En los últimos años se ha descubierto además que ratones deficientes en Igf1 –el gen que codifica IGF-1– presentan hipoacusia congénita severa (pérdida del sentido del oído). Más recientemente, un equipo de científicas del Instituto de Investigaciones Biomédicas "Alberto Sols" (IIBM), en España, identificó en estos ratones pérdida de visión progresiva asociada a la edad, acompañada de alteraciones estructurales en las primeras sinapsis de la retina.

Las investigadoras pusieron así de manifiesto que las enfermedades crónicas de la retina, entre las que se incluye la retinopatía diabética, presentan un componente común de neuroinflamación y neurodegeneración.

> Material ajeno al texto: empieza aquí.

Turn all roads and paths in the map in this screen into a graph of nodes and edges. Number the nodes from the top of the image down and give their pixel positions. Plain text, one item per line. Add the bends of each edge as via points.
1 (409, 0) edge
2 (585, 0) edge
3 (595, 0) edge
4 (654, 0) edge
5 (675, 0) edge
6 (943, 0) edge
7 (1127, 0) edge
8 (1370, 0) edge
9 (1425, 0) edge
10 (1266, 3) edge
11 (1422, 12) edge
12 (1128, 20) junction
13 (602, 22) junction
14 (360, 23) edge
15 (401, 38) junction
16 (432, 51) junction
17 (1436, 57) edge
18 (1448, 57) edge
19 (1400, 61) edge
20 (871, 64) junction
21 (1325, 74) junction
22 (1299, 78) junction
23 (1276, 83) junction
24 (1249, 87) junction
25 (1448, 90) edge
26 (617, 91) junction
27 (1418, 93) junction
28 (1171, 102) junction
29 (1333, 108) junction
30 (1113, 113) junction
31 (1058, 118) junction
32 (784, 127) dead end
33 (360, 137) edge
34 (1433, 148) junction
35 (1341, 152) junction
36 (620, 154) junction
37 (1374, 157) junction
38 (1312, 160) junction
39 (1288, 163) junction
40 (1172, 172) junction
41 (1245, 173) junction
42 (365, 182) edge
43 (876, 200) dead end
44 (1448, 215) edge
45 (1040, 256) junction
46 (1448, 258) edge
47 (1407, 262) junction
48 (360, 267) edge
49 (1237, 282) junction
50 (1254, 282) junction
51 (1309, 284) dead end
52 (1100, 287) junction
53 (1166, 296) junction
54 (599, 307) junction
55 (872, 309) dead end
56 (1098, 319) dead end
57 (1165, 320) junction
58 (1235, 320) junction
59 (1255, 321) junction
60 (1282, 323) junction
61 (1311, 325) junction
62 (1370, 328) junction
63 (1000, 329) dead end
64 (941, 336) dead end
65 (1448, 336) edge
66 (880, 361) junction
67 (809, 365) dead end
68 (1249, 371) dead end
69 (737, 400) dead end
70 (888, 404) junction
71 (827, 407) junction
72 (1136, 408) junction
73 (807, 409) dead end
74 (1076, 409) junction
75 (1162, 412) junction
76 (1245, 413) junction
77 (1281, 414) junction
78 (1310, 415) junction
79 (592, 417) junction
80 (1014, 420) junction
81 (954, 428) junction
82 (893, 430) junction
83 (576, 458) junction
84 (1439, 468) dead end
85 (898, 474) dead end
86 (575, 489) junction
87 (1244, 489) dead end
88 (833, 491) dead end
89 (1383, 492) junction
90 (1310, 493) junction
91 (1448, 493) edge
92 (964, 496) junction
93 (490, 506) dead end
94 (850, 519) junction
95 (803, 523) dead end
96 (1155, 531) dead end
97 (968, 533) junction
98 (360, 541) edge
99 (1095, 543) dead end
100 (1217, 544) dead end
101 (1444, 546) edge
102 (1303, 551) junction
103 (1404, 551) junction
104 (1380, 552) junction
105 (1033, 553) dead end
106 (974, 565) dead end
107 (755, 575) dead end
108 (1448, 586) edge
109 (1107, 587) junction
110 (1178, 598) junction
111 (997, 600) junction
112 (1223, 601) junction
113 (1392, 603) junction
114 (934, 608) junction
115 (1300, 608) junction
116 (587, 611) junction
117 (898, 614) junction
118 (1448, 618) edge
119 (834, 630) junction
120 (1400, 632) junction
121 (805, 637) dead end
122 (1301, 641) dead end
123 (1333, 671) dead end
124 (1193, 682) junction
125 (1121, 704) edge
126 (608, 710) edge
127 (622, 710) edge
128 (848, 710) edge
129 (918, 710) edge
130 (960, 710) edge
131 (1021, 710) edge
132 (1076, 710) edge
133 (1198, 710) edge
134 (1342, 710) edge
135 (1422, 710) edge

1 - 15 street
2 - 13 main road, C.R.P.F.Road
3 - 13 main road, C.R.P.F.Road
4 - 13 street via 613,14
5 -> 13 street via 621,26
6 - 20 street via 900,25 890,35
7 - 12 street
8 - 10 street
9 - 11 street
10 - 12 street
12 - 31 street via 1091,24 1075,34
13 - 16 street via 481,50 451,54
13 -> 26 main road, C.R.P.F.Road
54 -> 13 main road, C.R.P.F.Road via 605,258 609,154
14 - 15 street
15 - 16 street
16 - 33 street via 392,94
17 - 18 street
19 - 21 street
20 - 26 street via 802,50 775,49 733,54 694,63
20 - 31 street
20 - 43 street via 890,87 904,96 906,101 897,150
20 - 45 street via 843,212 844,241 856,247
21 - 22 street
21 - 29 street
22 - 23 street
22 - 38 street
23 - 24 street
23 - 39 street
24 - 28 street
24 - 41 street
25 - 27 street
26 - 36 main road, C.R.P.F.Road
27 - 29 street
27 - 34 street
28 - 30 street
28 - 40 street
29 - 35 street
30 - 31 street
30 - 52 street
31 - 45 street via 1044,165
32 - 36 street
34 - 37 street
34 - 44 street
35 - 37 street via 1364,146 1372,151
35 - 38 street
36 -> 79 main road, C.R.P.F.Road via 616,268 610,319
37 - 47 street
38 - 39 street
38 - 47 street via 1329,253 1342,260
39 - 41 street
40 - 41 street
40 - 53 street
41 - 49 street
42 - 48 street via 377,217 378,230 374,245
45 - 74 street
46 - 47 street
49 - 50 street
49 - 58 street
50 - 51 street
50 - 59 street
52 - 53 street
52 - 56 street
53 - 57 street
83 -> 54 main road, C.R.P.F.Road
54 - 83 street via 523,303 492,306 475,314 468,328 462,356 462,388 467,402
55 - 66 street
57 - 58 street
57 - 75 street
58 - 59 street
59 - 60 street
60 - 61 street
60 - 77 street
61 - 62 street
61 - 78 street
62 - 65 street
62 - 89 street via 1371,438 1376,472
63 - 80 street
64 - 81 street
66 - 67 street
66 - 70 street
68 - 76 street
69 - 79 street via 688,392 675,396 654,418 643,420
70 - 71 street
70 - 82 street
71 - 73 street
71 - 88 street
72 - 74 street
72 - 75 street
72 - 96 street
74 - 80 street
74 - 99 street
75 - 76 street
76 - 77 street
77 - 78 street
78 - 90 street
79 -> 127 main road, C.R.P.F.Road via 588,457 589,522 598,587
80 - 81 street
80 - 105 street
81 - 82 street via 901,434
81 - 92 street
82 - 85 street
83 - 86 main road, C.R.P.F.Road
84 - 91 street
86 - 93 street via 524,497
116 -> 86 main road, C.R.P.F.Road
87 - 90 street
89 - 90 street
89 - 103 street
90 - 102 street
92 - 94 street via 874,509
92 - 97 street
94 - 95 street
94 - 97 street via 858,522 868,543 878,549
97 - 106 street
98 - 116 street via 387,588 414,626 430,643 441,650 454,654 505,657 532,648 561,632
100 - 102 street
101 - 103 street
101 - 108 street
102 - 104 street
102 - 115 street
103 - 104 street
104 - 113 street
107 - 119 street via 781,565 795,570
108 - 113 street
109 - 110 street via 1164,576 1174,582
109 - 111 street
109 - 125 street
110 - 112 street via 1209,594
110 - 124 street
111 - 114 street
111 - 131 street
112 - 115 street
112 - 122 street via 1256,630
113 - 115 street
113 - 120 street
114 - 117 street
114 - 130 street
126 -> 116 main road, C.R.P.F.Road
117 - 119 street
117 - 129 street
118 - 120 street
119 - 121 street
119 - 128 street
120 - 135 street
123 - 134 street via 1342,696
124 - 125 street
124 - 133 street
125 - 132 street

Ahora, un trabajo publicado en Disease Models & Mechanisms revela que estas mismas investigadoras del IIBM (centro mixto UAM-CSIC) han estudiado las posibles causas de las alteraciones visuales de los ratones deficientes en Igf1.

“Hemos encontrado que estos ratones presentan una inflamación crónica en la retina, con una importante activación de la microglía que se ve atenuada mediante la activación del flujo autofágico a los 6 meses de edad”, explica Ángela Martínez Valverde, coautora del trabajo y perteneciente al Centro de Investigación Biomédica en Red de Diabetes y Enfermedades Metabólicas Asociadas (CIBERDEM).

“Sin embargo, en ratones envejecidos de 12 meses de edad se produce un bloqueo de la autofagia que resulta en un aumento del número de autofagosomas en la retina. Este hecho, unido a otros procesos como la activación persistente de la microglía y del sistema inflamosoma, contribuye de manera importante a las alteraciones estructurales de la retina y a la pérdida de la función visual de los ratones deficientes en Igf1 durante el envejecimiento”, añade Isabel Varela-Nieto, también coautora, e investigadora del Centro de Investigación Biomédica en Red de Enfermedades Raras (CIBERER).

De acuerdo con las expertas, este trabajo proporciona evidencias In vivo que apuntan a que la autofagia podría proteger frente a la inflamación crónica de la retina durante el envejecimiento, y sugiere que la maquinaria autofágica podría ser una diana terapéutica en tratamientos oculares. (Fuente: UAM) febrero 16/2017 (noticiasdelaciencia.com)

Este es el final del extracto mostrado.